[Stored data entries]
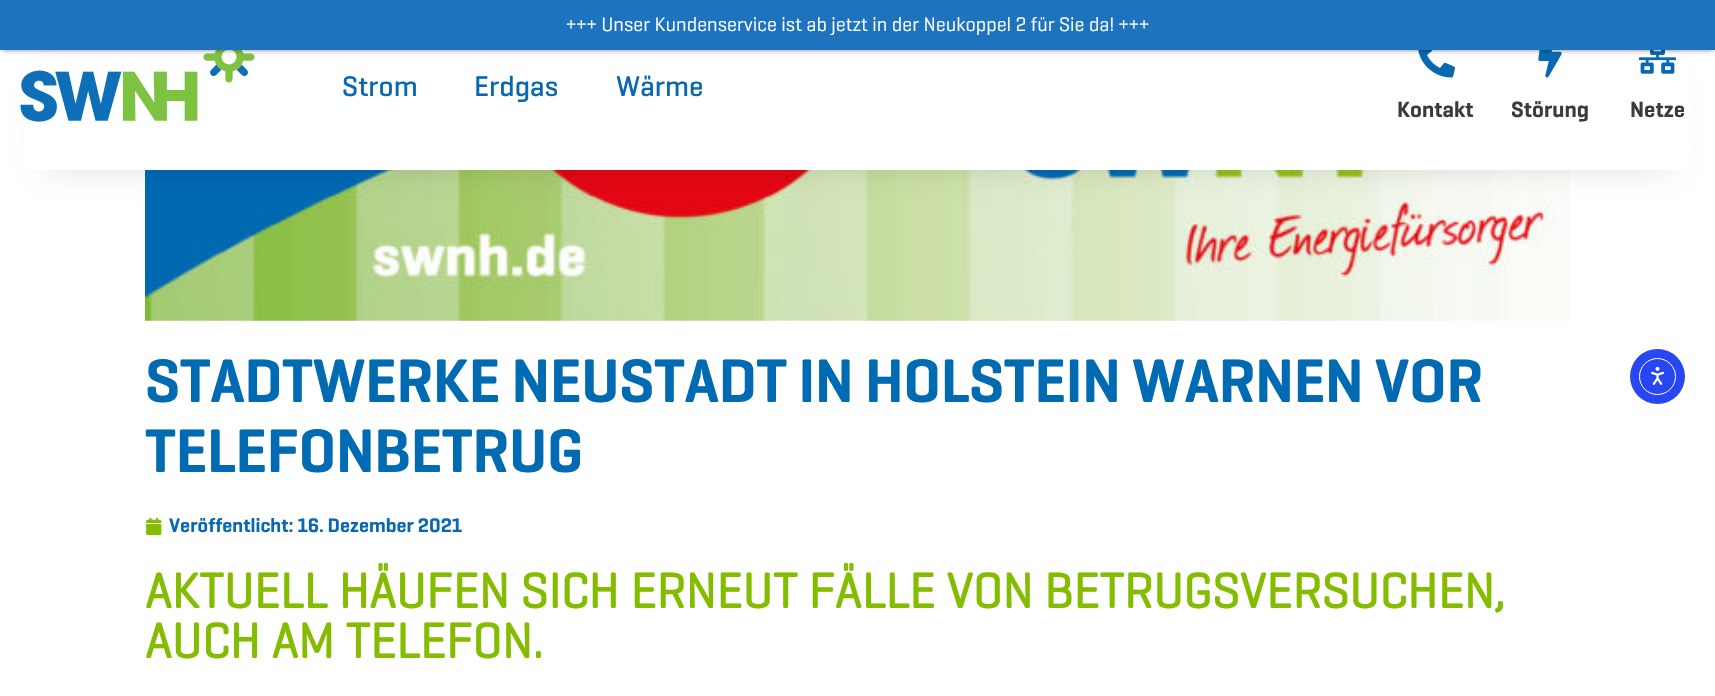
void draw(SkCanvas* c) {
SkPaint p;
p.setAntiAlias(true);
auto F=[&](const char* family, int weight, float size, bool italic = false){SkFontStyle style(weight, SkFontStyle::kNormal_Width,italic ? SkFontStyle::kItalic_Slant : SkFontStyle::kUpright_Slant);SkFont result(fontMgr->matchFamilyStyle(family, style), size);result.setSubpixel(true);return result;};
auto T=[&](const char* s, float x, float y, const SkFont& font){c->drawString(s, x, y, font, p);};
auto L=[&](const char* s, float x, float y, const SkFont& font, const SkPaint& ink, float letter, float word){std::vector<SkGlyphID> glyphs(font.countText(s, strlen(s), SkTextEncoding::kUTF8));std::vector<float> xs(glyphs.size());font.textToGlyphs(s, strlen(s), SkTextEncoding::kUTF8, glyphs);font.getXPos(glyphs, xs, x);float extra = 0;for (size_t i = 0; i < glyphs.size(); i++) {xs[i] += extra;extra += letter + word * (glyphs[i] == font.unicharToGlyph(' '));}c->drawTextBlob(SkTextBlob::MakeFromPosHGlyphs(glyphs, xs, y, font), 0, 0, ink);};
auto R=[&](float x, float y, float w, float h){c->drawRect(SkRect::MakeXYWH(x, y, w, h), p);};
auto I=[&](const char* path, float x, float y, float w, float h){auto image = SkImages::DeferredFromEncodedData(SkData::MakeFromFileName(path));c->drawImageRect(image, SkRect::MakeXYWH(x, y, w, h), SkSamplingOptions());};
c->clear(0xffffffff);
I("5.png",145,170,1425,151);
p.setColor(0x26000000);
p.setMaskFilter(SkMaskFilter::MakeBlur(kNormal_SkBlurStyle, 15));
c->drawRect(SkRect::MakeXYWH(46,89,1623,77),p);
p.setMaskFilter(nullptr);
p.setColor(0xffffffff);
R(24,66,1667,104);
I("1.png",20,50,235,72);
I("2.png",1418,50,37,28);
I("3.png",1538,50,24,28);
I("4.png",1639,50,37,24);
p.setColor(0x80000000);
p.setMaskFilter(SkMaskFilter::MakeBlur(kNormal_SkBlurStyle, 2.5));
c->drawRect(SkRect::MakeXYWH(3,5,1710,45),p);
p.setMaskFilter(nullptr);
p.setColor(0xff1e73be);
R(0,0,1715,50);
auto f1 = F("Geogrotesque",400,20);
p.setColor(0xffffffff);
T("+++ Unser Kundenservice ist ab jetzt in der Neukoppel 2 für Sie da! +++",566,31,f1);
auto f2 = F("Geogrotesque",500,29);
p.setColor(0xff0968b2);
T("Strom",342,96,f2);
T("Erdgas",474,96,f2);
T("Wärme",616,96,f2);
auto f3 = F("Geogrotesque",600,22.5);
p.setColor(0xff3b3b3b);
T("Kontakt",1397,117,f3);
T("Störung",1511,117,f3);
T("Netze",1630,117,f3);
auto f4 = F("Geogrotesque",600,62.5);
p.setColor(0xff006ab2);
L("STADTWERKE NEUSTADT IN HOLSTEIN WARNEN VOR",145,402,f4,p,-.6,0);
L("TELEFONBETRUG",145,472,f4,p,-.6,0);
I("6.png",146,518,16,17);
auto f5 = F("Geogrotesque",600,20);
p.setColor(0xff0968b2);
T("Veröffentlicht: 16. Dezember 2021",169,532,f5);
auto f6 = F("Geogrotesque",700,50);
p.setColor(0xff84bd00);
T("AKTUELL HÄUFEN SICH ERNEUT FÄLLE VON BETRUGSVERSUCHEN,",145,608,f6);
T("AUCH AM TELEFON.",145,658,f6);
p.setColor(0xff2847f3);
c->drawCircle(1657.5,376.5,27.5,p);
p.setStroke(true);
p.setStrokeWidth(1);
p.setColor(0xffffffff);
c->drawCircle(1657.5,376.5,18,p);
I("7.png",1651,366,13,19);
}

■ Task requirements
Count the lines of the records that include the word "SkPaint". Give the number by itself.

■ Answer space
2